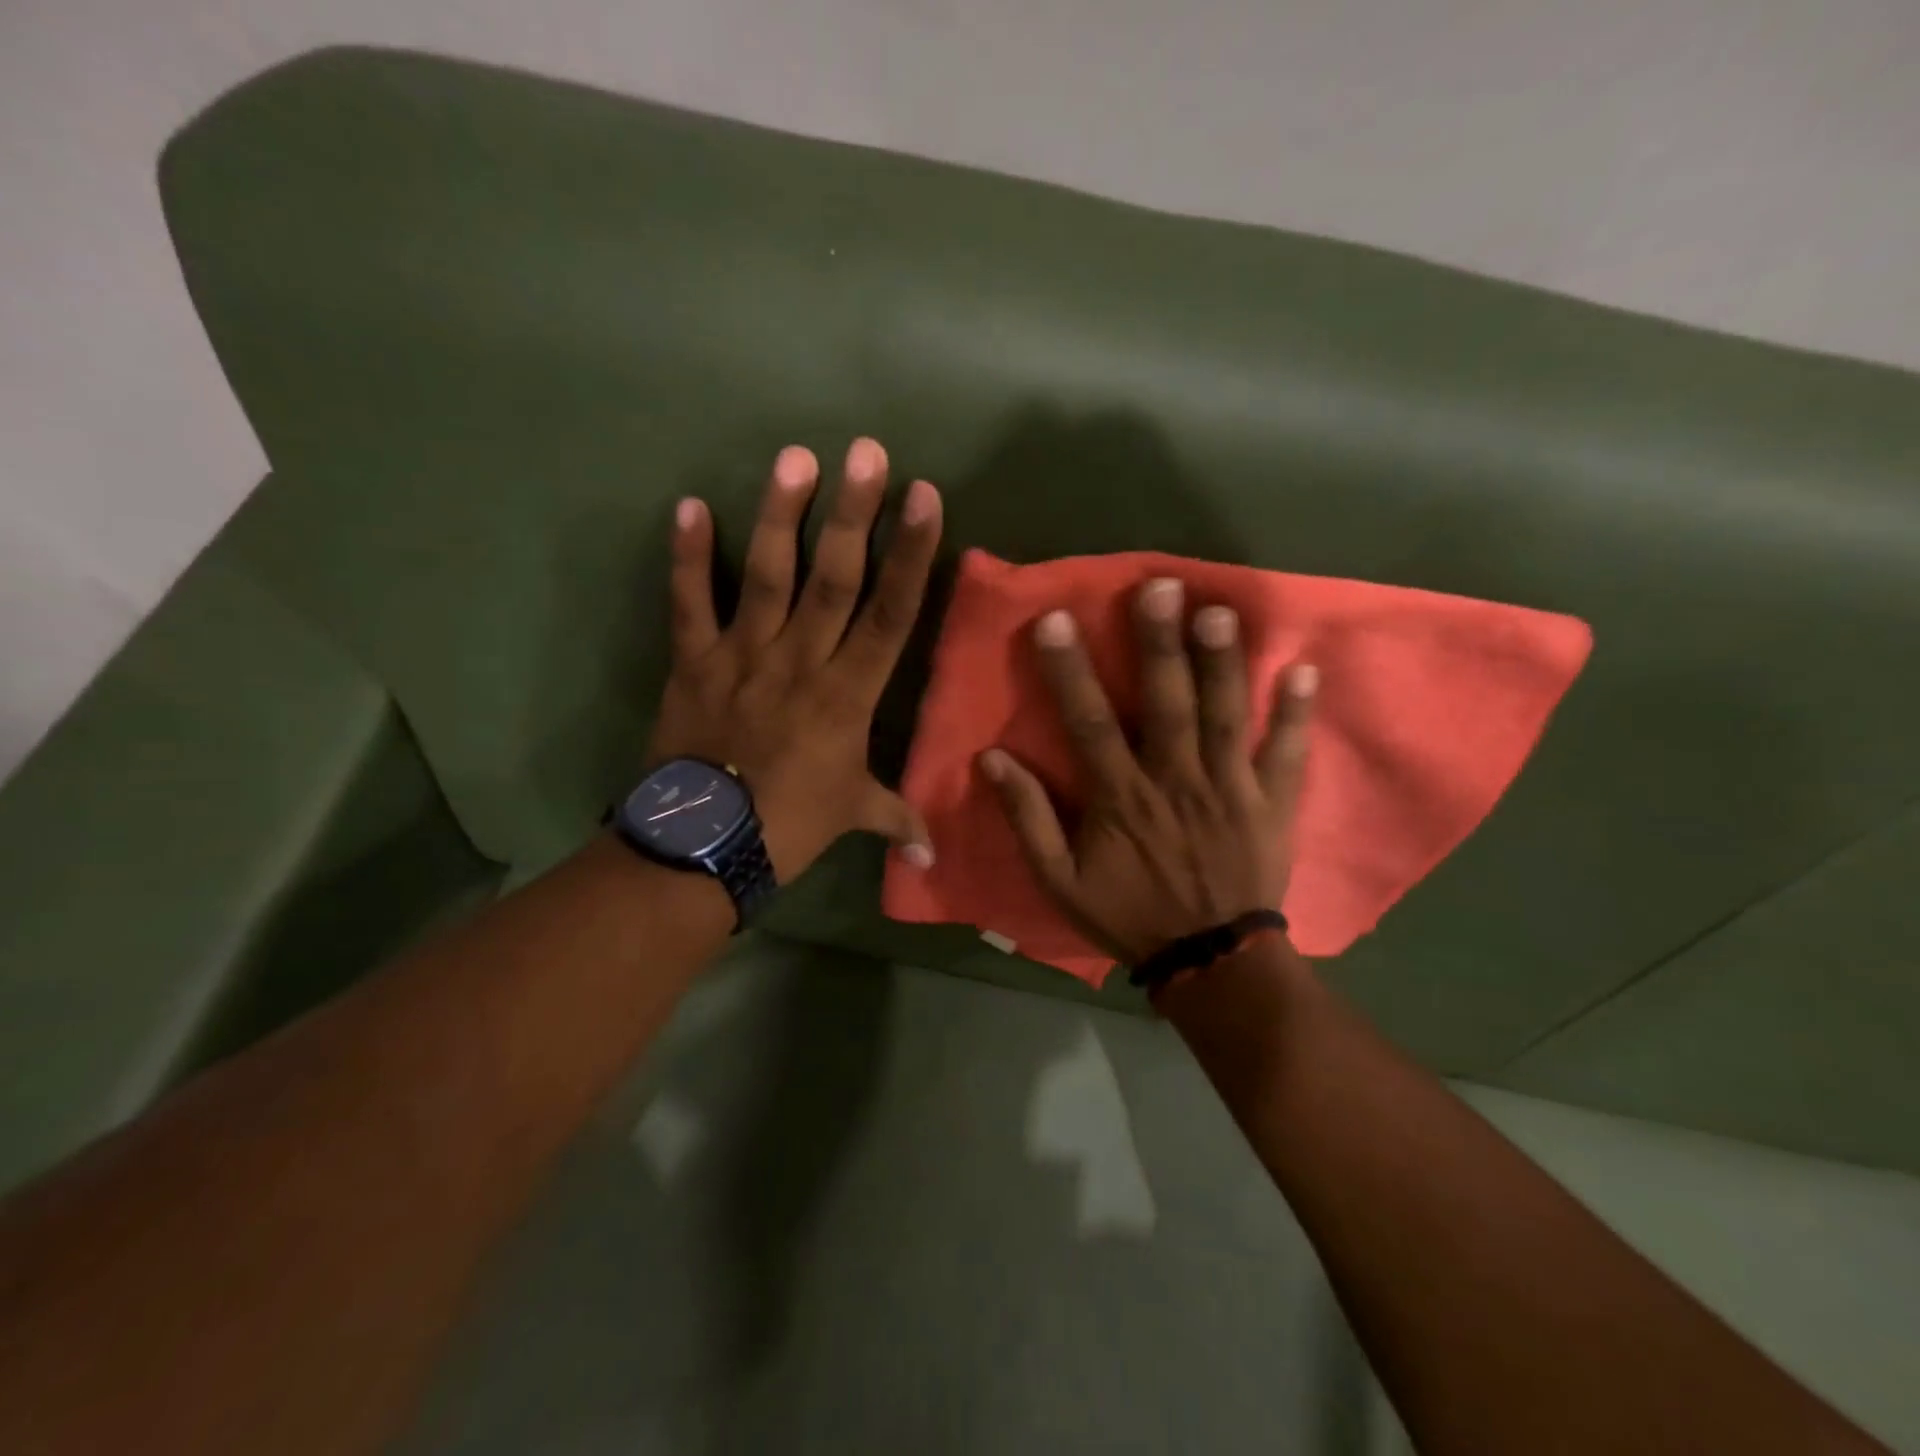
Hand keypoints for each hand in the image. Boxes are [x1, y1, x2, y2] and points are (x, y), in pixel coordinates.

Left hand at [647, 439, 942, 881]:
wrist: (702, 847)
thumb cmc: (789, 826)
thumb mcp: (852, 815)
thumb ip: (896, 818)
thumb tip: (935, 855)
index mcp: (848, 695)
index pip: (889, 614)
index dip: (910, 555)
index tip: (924, 499)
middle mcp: (800, 662)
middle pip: (834, 579)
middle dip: (853, 514)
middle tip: (866, 451)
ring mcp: (743, 656)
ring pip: (767, 578)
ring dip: (780, 517)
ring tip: (795, 457)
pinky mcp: (693, 662)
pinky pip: (689, 604)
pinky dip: (687, 557)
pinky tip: (689, 504)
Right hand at [979, 578, 1316, 963]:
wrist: (1209, 961)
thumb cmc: (1129, 914)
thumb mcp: (1060, 881)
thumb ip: (1028, 818)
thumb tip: (991, 759)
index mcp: (1121, 797)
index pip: (1089, 722)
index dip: (1070, 670)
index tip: (1056, 619)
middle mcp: (1176, 780)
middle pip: (1167, 703)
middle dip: (1160, 643)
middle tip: (1159, 587)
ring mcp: (1230, 789)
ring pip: (1226, 716)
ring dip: (1223, 663)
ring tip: (1219, 609)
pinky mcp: (1271, 803)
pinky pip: (1287, 754)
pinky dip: (1297, 713)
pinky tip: (1304, 668)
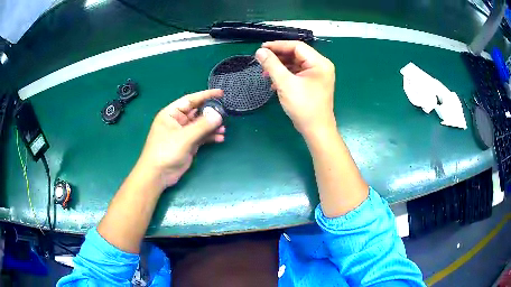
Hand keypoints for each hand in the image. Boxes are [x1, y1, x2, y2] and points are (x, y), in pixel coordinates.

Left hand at [136, 89, 224, 189]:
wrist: (158, 175)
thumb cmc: (166, 152)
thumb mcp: (184, 137)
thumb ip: (202, 126)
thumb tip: (218, 115)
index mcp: (171, 114)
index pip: (190, 100)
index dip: (205, 95)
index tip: (220, 93)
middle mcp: (177, 121)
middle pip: (197, 112)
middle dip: (211, 113)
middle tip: (226, 114)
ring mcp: (183, 133)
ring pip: (200, 125)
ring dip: (212, 127)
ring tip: (224, 129)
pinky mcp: (188, 144)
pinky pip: (201, 137)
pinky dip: (210, 137)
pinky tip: (220, 138)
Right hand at [255, 41, 335, 136]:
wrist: (316, 130)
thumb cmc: (303, 106)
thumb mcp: (285, 83)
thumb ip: (272, 65)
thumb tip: (260, 51)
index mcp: (319, 62)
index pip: (297, 46)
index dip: (278, 45)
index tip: (262, 48)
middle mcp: (321, 66)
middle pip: (296, 54)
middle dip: (278, 57)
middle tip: (262, 60)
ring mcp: (317, 75)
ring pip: (296, 64)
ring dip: (280, 67)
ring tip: (265, 72)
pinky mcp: (313, 83)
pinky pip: (297, 73)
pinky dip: (286, 75)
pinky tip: (274, 81)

TASK DESCRIPTION = Repeat every line above exactly, minus the pictures.

ANSWER SPACE =
Hand keypoints for each hand in the image. Boxes are [x1, y1, x2, y2] and points are (x, y), in pixel coordinates.

Left hand at [647, 439, 942, 881]:
wrist: (702, 847)
thumb cmc: (789, 826)
thumb mcp: (852, 815)
thumb ip: (896, 818)
thumb tip: (935, 855)
index mcp: (848, 695)
index pip: (889, 614)
index dip: (910, 555)
index tip: (924, 499)
middle mcp: (800, 662)
middle pip: (834, 579)
middle dip: (853, 514)
middle tip: (866, 451)
ring mcp: (743, 656)
ring pip: (767, 578)
ring dip: (780, 517)
ring tip: (795, 457)
pinky mcp: (693, 662)
pinky pip: (689, 604)
pinky dip: (687, 557)
pinky tip: (689, 504)
Right hand at [979, 578, 1316, 963]:
wrist: (1209, 961)
thumb cmc: (1129, 914)
thumb mcp: (1060, 881)
thumb ip: (1028, 818)
thumb tip: (991, 759)
index mcp: (1121, 797)
index pip: (1089, 722)
index dip: (1070, 670)
index tip: (1056, 619)
middle mcp: (1176, 780)
middle pip: (1167, 703)
middle dip: (1160, 643)
middle tip: (1159, 587)
ring mcp: (1230, 789)
ring pip: (1226, 716)
ring dip: (1223, 663)
ring tip: (1219, 609)
pinky mcp: (1271, 803)
pinky pip: (1287, 754)
pinky dip: (1297, 713)
pinky tip: (1304, 668)
Hand keypoints for each hand in the image. Boxes are [x1, y1, x2, y2] and points are (x, y), in pixel coordinates.

Left hand at [136, 89, 224, 189]:
wrist: (158, 175)
thumb cmc: (166, 152)
thumb mcp: (184, 137)
thumb ip: (202, 126)
thumb tip: (218, 115)
index mcp: (171, 114)
index pip: (190, 100)
index dip: (205, 95)
index tip: (220, 93)
middle mcp: (177, 121)
middle pip: (197, 112)
middle dip: (211, 113)
middle tip: (226, 114)
ring mcp: (183, 133)
ring pip: (200, 125)
ring dip: (212, 127)
ring tip: (224, 129)
pinky mcp: (188, 144)
pinky pip: (201, 137)
pinky dip: (210, 137)
pinky tip: (220, 138)
Right hand at [255, 41, 335, 136]:
wrist: (316, 130)
thumb cmc: (303, 106)
thumb mcp: (285, 83)
thumb ip: (272, 65)
thumb tip: (260, 51)
index mcp: (319, 62)
index pip: (297, 46)
index dip: (278, 45)
index tip: (262, 48)
middle mcp: (321, 66)
middle pip: (296, 54)
middle dip: (278, 57)
middle tip: (262, 60)
ring mcp: (317, 75)
ring pip: (296, 64)
ring dip: (280, 67)
ring tip: (265, 72)
pinky mcp: (313, 83)
pinky pip: (297, 73)
pinky dip: (286, 75)
pinky tip: (274, 81)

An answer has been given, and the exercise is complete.